ラット由来グルタミン酸受容体AMPARのリガンド結合ドメイン（LBD）を研究対象とし、アロステリック調節薬の開発を進めるうえで重要となる分子内構造ネットワークを解明する研究を行った。具体的には、保存的変異が引き起こすLBD に誘起される微小な摂動を、高感度なメチル観測NMR法により検出することで、ネットワーク構造を解明する。昨年度までに、各保存的変異導入による化学シフト摂動を受ける領域の広がりに差が見られたことから、想定しているような構造ネットワークの存在がNMR法により検出できる可能性が示されていた。

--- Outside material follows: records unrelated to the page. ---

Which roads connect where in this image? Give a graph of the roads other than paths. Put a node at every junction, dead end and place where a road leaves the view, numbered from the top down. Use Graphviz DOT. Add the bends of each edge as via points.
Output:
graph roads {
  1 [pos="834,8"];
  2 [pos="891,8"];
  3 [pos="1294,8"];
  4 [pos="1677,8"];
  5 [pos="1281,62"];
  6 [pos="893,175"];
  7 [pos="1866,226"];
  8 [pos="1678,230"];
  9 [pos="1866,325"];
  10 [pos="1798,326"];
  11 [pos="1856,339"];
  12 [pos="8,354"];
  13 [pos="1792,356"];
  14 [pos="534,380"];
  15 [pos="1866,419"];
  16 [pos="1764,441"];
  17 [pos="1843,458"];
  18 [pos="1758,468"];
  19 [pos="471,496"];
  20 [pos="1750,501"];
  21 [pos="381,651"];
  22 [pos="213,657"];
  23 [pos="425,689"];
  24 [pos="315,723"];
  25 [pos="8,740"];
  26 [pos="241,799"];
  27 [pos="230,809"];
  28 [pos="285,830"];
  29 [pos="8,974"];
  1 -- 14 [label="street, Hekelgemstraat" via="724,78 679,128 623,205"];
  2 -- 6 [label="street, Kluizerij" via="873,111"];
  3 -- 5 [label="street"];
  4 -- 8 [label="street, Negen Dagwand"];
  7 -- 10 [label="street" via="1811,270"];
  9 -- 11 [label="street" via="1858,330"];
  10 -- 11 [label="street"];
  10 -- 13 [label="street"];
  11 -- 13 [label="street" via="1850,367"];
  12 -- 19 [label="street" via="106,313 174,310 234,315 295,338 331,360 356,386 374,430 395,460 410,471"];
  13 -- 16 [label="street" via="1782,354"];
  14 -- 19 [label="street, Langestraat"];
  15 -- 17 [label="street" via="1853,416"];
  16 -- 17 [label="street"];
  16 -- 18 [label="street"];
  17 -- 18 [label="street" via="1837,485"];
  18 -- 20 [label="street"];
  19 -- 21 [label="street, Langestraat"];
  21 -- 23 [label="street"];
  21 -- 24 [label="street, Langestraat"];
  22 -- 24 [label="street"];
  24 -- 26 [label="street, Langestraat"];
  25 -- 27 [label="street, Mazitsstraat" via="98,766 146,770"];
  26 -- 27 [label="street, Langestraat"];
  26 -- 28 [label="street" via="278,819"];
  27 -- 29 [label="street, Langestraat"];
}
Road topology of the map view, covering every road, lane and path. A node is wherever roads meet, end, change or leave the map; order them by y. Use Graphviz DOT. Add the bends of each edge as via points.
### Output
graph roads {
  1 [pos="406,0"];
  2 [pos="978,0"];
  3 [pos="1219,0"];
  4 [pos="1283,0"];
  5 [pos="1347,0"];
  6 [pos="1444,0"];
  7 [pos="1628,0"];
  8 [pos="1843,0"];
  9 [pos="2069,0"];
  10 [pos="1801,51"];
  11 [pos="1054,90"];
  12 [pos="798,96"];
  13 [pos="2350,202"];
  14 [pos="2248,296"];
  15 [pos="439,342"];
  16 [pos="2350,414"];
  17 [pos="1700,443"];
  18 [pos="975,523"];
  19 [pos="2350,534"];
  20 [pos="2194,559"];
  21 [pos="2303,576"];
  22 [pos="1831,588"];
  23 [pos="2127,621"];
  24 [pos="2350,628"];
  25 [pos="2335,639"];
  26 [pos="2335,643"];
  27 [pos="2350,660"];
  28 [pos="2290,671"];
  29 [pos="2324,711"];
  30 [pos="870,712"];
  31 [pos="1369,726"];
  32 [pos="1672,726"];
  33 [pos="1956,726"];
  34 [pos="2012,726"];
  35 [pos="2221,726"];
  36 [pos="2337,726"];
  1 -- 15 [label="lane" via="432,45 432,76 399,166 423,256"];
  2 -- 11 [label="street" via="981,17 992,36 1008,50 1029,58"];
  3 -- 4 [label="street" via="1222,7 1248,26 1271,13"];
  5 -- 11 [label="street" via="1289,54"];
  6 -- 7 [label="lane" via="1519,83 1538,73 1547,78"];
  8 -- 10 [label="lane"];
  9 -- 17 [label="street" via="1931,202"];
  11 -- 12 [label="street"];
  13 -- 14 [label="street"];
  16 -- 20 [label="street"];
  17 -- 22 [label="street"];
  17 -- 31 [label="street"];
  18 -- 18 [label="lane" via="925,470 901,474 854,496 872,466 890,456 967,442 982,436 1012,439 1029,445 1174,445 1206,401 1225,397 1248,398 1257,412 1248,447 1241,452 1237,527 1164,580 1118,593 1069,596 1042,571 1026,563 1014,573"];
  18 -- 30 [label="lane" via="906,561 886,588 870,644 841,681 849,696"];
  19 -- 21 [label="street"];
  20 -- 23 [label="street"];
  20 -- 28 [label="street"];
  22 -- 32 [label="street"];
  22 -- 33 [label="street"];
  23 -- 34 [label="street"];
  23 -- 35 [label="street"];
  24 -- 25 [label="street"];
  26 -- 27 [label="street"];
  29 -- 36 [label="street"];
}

今年度は、さらに取得した変異体の化学シフト変化データを集計し、相関解析・ネットワーク解析を実施した。
化学シフト変化値から算出された順位相関係数を用いてヒートマップを作成したところ、lobe1と呼ばれる領域に比較し、lobe2は、残基同士の相関が強いことが明らかとなった。さらにInfomap法によるコミュニティ抽出を行ったところ、7つのコミュニティが検出され、特にlobe2については、lobe1とlobe2を連結するヒンジ領域も含む、巨大な一つの構造コミュニティを形成していることが明らかとなった。
これまでの我々の研究結果から、LBDによるリガンド認識およびその活性調節には、ヒンジ領域を介したlobeの開閉による構造平衡が関与していることが明らかとなっている。CTZなどのアロステリック調節薬は、ヒンジ領域付近に作用することが知られており、ヒンジ領域からlobe2に至る強固なネットワーク構造を介して、lobe開閉平衡を偏重させ、リガンド結合能を高めることに寄与していると考えられた。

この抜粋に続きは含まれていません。